Julie Martin’s life is crumbling before her eyes. Bill collectors are constantly harassing her, a state brought about by her separation from her husband, who is angrily demanding that she sign the divorce papers he has served her. She barely has enough money to feed herself, let alone her dog, and she’s wracked with guilt over the mental debilitation of her sister, who lost her husband and her children in a horrible car accident and now resides in a facility, refusing to deal with the reality of her situation.
The outlook is bleak, yet Echo, Terry Moore’s evocative independent series, is ever dreary, nor overly pessimistic. Even though every chapter of this first volume opens with a quote from Einstein warning humankind of the dangers of the nuclear age, we never lose sight of the hope for good people to do good things for good reasons.

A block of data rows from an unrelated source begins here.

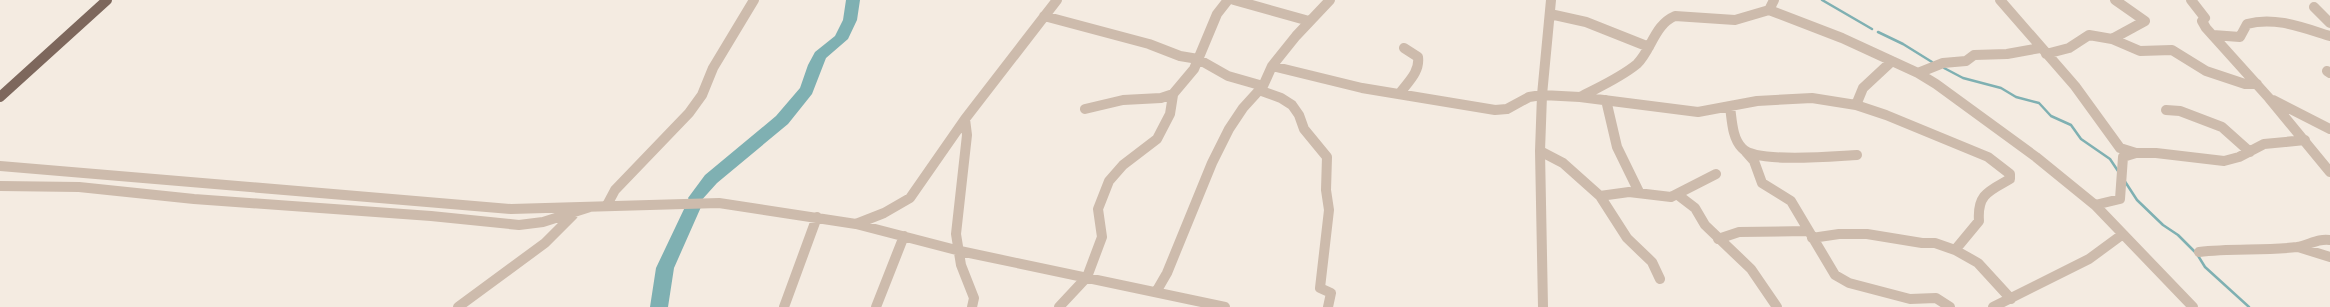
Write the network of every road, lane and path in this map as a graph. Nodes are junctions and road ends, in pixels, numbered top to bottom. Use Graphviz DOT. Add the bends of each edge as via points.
graph roads {
  1 [pos="106,0"];
  2 [pos="754,0"];
  3 [pos="1057,0"];
  4 [pos="1228,0"];
  5 [pos="1234,0"];
  6 [pos="1330,0"];
  7 [pos="1551,0"];
  8 [pos="1774,0"];
  9 [pos="2000,0"];
  10 [pos="2115,0"];
  11 [pos="2191,0"];
  12 [pos="2314,7"];
  13 [pos="1769,10"];
  14 [pos="1550,14"];
  15 [pos="1044,16"];
  16 [pos="1309,21"];
  17 [pos="2330,23"];
  18 [pos="2213,36"];
  19 [pos="2330,36"];
  20 [pos="2112,39"];
  21 [pos="1649,47"];
  22 [pos="1404,48"];
  23 [pos="2043,51"];
  24 [pos="1198,58"];
  25 [pos="1892,61"];
  26 [pos="1272,66"];
  27 [pos="1918,72"];
  28 [pos="2256,84"];
  29 [pos="1261,88"];
  30 [pos="1400,93"];
  31 [pos="1173,95"];
  32 [pos="1542,95"];
  33 [pos="0,97"];
  34 [pos="1580,97"];
  35 [pos="2269,98"];
  36 [pos="1606,100"];
  37 [pos="1856,105"];
  38 [pos="1730,107"];
  39 [pos="1085,109"];
  40 [pos="2166,110"];
  41 [pos="965,119"];
  42 [pos="2330,129"];
  43 [pos="2305,140"];
  44 [pos="1540,151"];
  45 [pos="1746,152"];
  46 [pos="2250,152"];
  47 [pos="2136,153"];
  48 [pos="1857,155"];
  49 [pos="0,166"];
  50 [pos="2330,172"];
  51 [pos="1716,174"];
  52 [pos="0,186"];
  53 [pos="1639,192"];
  54 [pos="1678,194"];
  55 [pos="1600,196"];
  56 [pos="595,205"];
  57 [pos="607,205"];
  58 [pos="2095,205"];
  59 [pos="577,213"];
  60 [pos="817,217"];
  61 [pos="856,224"];
  62 [pos="1810,234"];
  63 [pos="2123,234"];
  64 [pos="904,236"];
  65 [pos="1718,238"];
  66 [pos="2330,240"];
  67 [pos="2298,247"];
  68 [pos="1955,250"];
  69 [pos="960,251"];
  70 [pos="2199,252"];
  71 [pos="2330,257"];
  72 [pos="1087,277"];
  73 [pos="1660,279"];
  74 [pos="1156,292"];
  75 [pos="2011,298"];
  76 [pos="458,307"];
  77 [pos="784,307"];
  78 [pos="876,307"];
  79 [pos="972,307"];
  80 [pos="1059,307"];
  81 [pos="1225,307"];
  82 [pos="1328,307"];
  83 [pos="1543,307"];
  84 [pos="1777,307"];
  85 [pos="1950,307"];
  86 [pos="1993,307"];
  87 [pos="2193,307"];
  1 -- 33 [label="main road"];
  2 -- 57 [label="street" via="713,68 694,107 615,190"];
  3 -- 15 [label="street"];
  4 -- 24 [label="street" via="1216,14"];
  5 -- 16 [label="street"];
  6 -- 16 [label="street"];
  7 -- 14 [label="street"];
  8 -- 13 [label="street"];
  9 -- 23 [label="street"];
  10 -- 20 [label="street" via="2145,21"];
  11 -- 18 [label="street" via="2205,18 2202,22"];
  12 -- 17 [label="street"];
  13 -- 21 [label="street" via="1735,20 1675,16 1667,18"];
  13 -- 25 [label="street" via="1842,38"];
  14 -- 21 [label="street" via="1586,22"];
  14 -- 32 [label="street"];
  15 -- 24 [label="street" via="1149,44 1180,56"];
  15 -- 41 [label="street"];
  16 -- 26 [label="street"];
  18 -- 19 [label="street" via="2240,37 2246,24 2254,22 2288,23"];
  18 -- 28 [label="street"];
  20 -- 23 [label="street" via="2089,35 2069,48"];
  20 -- 28 [label="street" via="2140,51 2172,50 2206,71 2245,84"];
  21 -- 34 [label="street" via="1631,68"];
  22 -- 30 [label="street" via="1418,57 1419,61 1417,71"];
  23 -- 27 [label="street" via="1974,55 1966,61 1943,64"];
  23 -- 47 [label="street" via="2075,86 2120,148"];
  24 -- 29 [label="street" via="1228,76"];
  24 -- 31 [label="street" via="1187,81"];
  25 -- 27 [label="street"];
  25 -- 37 [label="street" via="1863,88"];
  26 -- 29 [label="street"];
  26 -- 30 [label="street" via="1354,86"];
  27 -- 58 [label="street" via="2011,139"];
  28 -- 35 [label="street"];
  29 -- 74 [label="street" via="1243,108 1212,163 1167,273"];
  29 -- 82 [label="street" via="1292,105 1304,129 1327,157 1326,190 1329,210 1324,267 1319,285 1330,293"];
  30 -- 32 [label="street" via="1496,110 1507,109 1530,96"];
  31 -- 39 [label="street" via="1125,100"];
  31 -- 72 [label="street" via="1170,114 1157,139 1123,164 1109,180 1098,209 1102,237"];
  32 -- 34 [label="street"];
  32 -- 44 [label="street"];
  34 -- 36 [label="street"];
  35 -- 42 [label="street"];
  35 -- 43 [label="street"];
  36 -- 38 [label="street" via="1698,112"];
  36 -- 53 [label="street" via="1617,147"];
  37 -- 38 [label="street" via="1812,98 1788,98"];
  37 -- 68 [label="street" via="1988,157 2010,174 2010,179 1978,202 1979,221"];
  38 -- 45 [label="street" via="1732,126"];
  40 -- 46 [label="street" via="2180,111 2222,127"];
  41 -- 61 [label="street" via="910,198 884,213"];
  41 -- 69 [label="street" via="967,135 956,234"];
  43 -- 46 [label="street" via="2264,144"];
  43 -- 50 [label="street"];
  44 -- 55 [label="street" via="1563,163"];
  44 -- 83 [label="street"];
  45 -- 48 [label="street" via="1784,157"];
  45 -- 62 [label="street" via="1754,160 1762,183 1791,201"];
  46 -- 47 [label="street" via="2224,160"];
  47 -- 58 [label="street" via="2123,157 2123,188 2120,198"];
  49 -- 56 [label="street" via="479,208 527,209"];
  51 -- 54 [label="street"];
  52 -- 59 [label="street" via="79,187 194,199 519,225"];
  53 -- 54 [label="street" via="1661,196"];
  53 -- 55 [label="street"];
  54 -- 65 [label="street" via="1695,208 1705,225"];
  55 -- 73 [label="street" via="1627,238 1652,262"];
  56 -- 57 [label="street"];
  56 -- 59 [label="street"];
  57 -- 60 [label="street" via="705,202"];
  58 -- 63 [label="street"];
  59 -- 76 [label="street" via="545,243"];
  60 -- 61 [label="street"];
  60 -- 77 [label="street"];
  61 -- 64 [label="street"];
  62 -- 65 [label="street" via="1739,232"];
  62 -- 68 [label="street" via="1867,234 1935,243"];
  62 -- 85 [label="street" via="1832,272 1844,282 1910,299 1936,298"];
  63 -- 75 [label="street" via="2089,260"];
  63 -- 87 [label="street"];
  64 -- 69 [label="street"];
  64 -- 78 [label="street"];
  65 -- 84 [label="street" via="1751,269"];
  66 -- 67 [label="street" via="2324,239"];
  67 -- 70 [label="street"];
  67 -- 71 [label="street"];
  68 -- 75 [label="street" via="1978,263"];
  69 -- 72 [label="street"];
  69 -- 79 [label="street" via="961,265 974,298"];
  72 -- 74 [label="street"];
  72 -- 80 [label="street"];
  74 -- 81 [label="street"];
  75 -- 86 [label="street"];
}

That is, of course, in direct contrast to the driving force of the plot, which begins with a female military operative testing out a special suit—think Iron Man’s armor made with lightweight, malleable, quantum-physics-inspired metal. Unfortunately for her, the military brass she serves is about to turn against her, in a test of the capabilities of the suit that involves blowing her up with an above-ground nuclear missile. Julie happens to be out in the desert taking pictures of the flora when the explosion happens, causing metal to rain down on her and mysteriously fuse to her body. Also in the area: a park ranger with ties to the doomed woman in the test suit.

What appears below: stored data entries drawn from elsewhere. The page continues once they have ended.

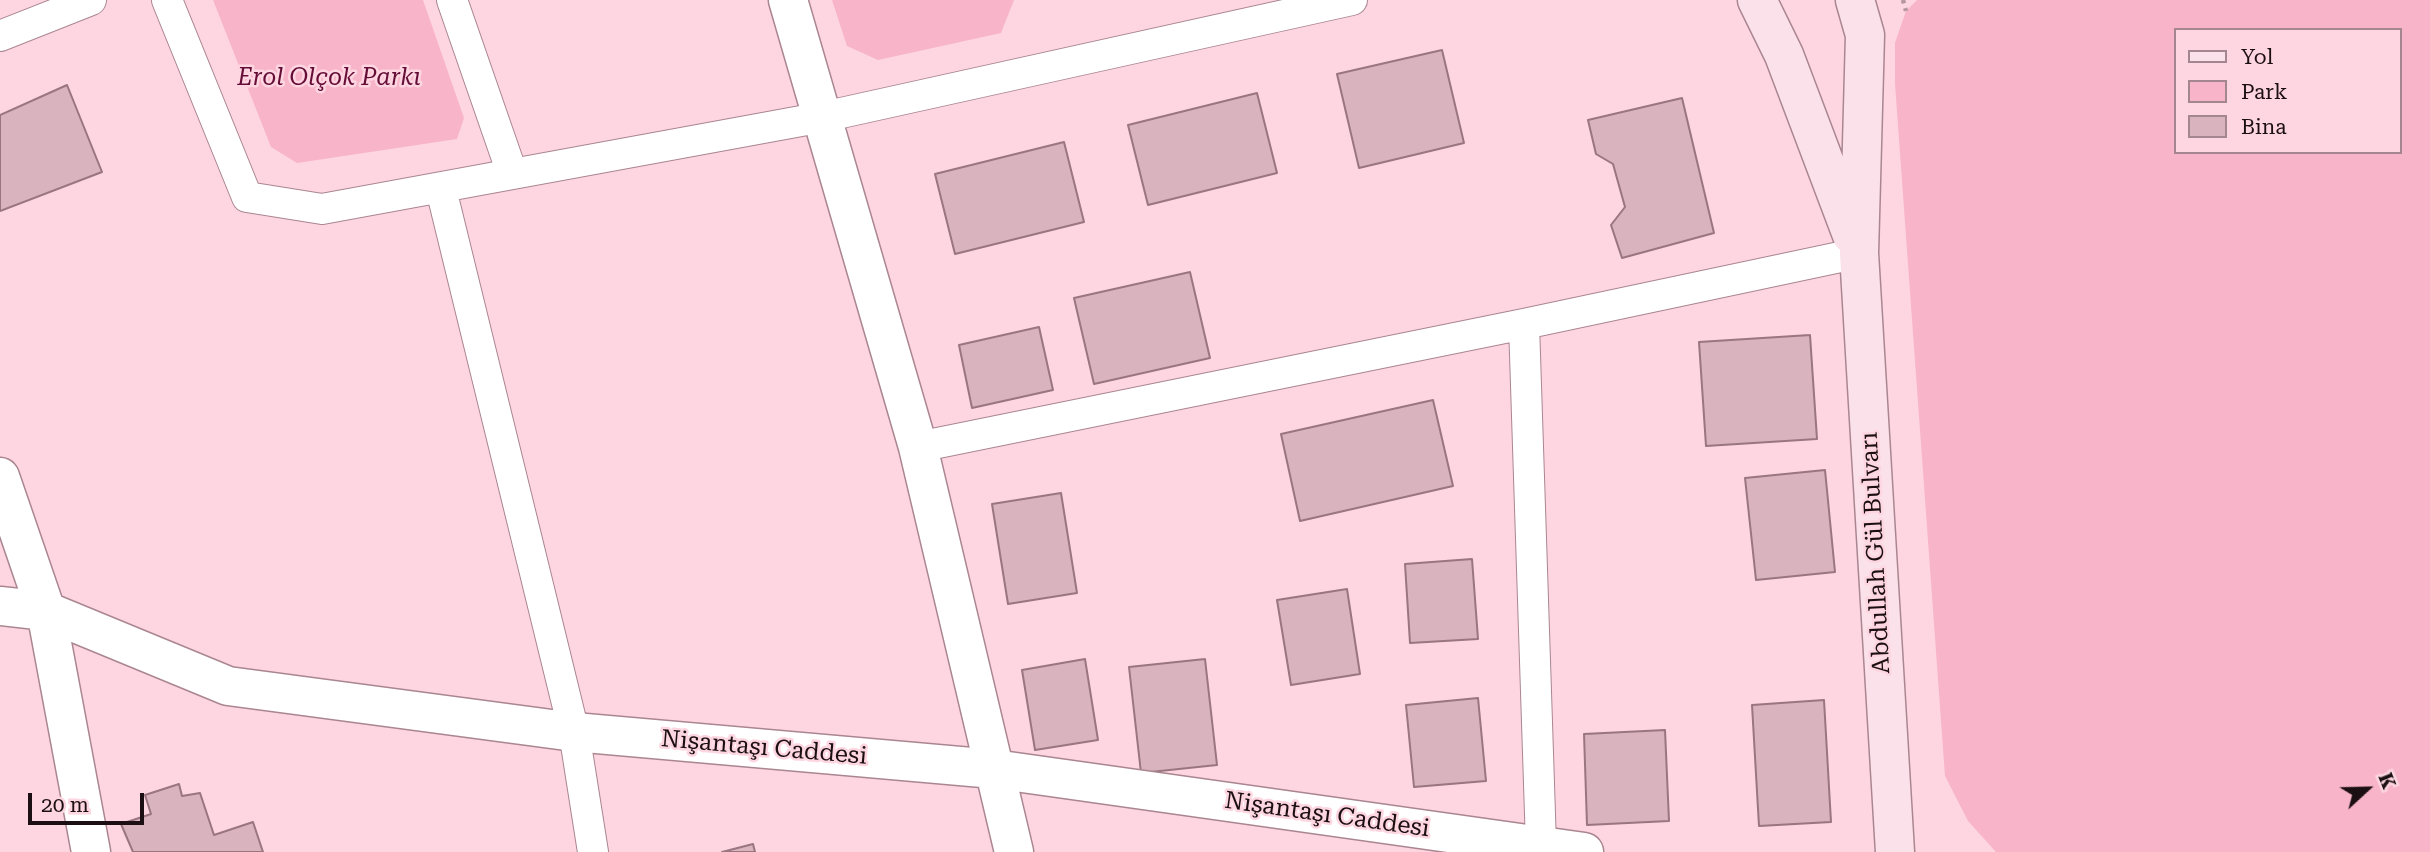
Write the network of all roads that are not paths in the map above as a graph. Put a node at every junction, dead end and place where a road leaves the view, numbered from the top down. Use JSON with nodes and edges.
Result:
{"nodes":[{"id":1,"x":91,"y":0,"type":"edge"},
{"id":2,"x":167,"y":0,"type":"edge"},
{"id":3,"x":452,"y":0,"type":"edge"},
{"id":4,"x":789,"y":0,"type":"edge"},
{"id":5,"x":1352,"y":0,"type":"edge"},
{"id":6,"x":1757,"y":0,"type":"edge"},
{"id":7,"x":1855,"y":0,"type":"edge"},
{"id":8,"x":0,"y":36,"type":"edge"},
{"id":9,"x":822,"y":117,"type":"junction"},
{"id":10,"x":512,"y":173,"type":"junction"},
{"id":11,"x":441,"y":189,"type":"junction"},
{"id":12,"x":1859,"y":253,"type":"junction"},
{"id":13,"x":1524,"y":324,"type":"junction"},
{"id":14,"x":918,"y":447,"type":"junction"},
{"id":15,"x":0,"y":477,"type":"edge"},
{"id":16,"x":0,"y":606,"type":"edge"},
{"id":17,"x":46,"y":611,"type":"junction"},
{"id":18,"x":574,"y":732,"type":"junction"},
{"id":19,"x":994,"y":769,"type":"junction"},
{"id":20,"x":1541,"y":845,"type":"junction"},
{"id":21,"x":91,"y":852,"type":"edge"},
{"id":22,"x":593,"y":852,"type":"edge"},
{"id":23,"x":1014,"y":852,"type":"edge"},
{"id":24,"x":1584,"y":852,"type":"edge"},
{"id":25,"x":1895,"y":852,"type":"edge"}],
"edges":[{"from":1,"to":8,"type":"street"},
{"from":2,"to":11,"type":"street"},
{"from":3,"to":10,"type":"street"},
{"from":4,"to":9,"type":"street"},
{"from":5,"to":9,"type":"street"},
{"from":6,"to":12,"type":"main road","name":"Abdullah Gül Bulvarı"},
{"from":7,"to":12,"type":"main road","name":"Abdullah Gül Bulvarı"},
{"from":9,"to":10,"type":"street"},
{"from":9,"to":14,"type":"street"},
{"from":10,"to":11,"type":"street"},
{"from":11,"to":18,"type":"street"},
{"from":12,"to":13,"type":"street"},
{"from":12,"to":25,"type":"main road","name":"Abdullah Gül Bulvarı"},
{"from":13,"to":14,"type":"street"},
{"from":13,"to":20,"type":"street"},
{"from":14,"to":19,"type":"street"},
{"from":15,"to":17,"type":"street"},
{"from":16,"to":17,"type":"street","name":"Nişantaşı Caddesi"},
{"from":17,"to":18,"type":"street","name":"Nişantaşı Caddesi"},
{"from":17,"to":21,"type":"street"},
{"from":18,"to":19,"type":"street","name":"Nişantaşı Caddesi"},
{"from":18,"to":22,"type":"street"},
{"from":19,"to":20,"type":"street","name":"Nişantaşı Caddesi"},
{"from":19,"to":23,"type":"street"},
{"from":20,"to":24,"type":"street","name":"Nişantaşı Caddesi"}]}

As Moore proved in his revered classic series Strangers in Paradise, he is an eminently readable author, as well as an expressive illustrator. He proves so again here, giving this new series a sci-fi element that, while a little far-fetched, is relatable.
If Strangers in Paradise established Moore’s reputation as a dynamic talent in the indie world, Echo firmly solidifies it. This first volume just gets the action started and leaves us thoroughly intrigued with its two likable protagonists. After reading this, you’ll be ready for more.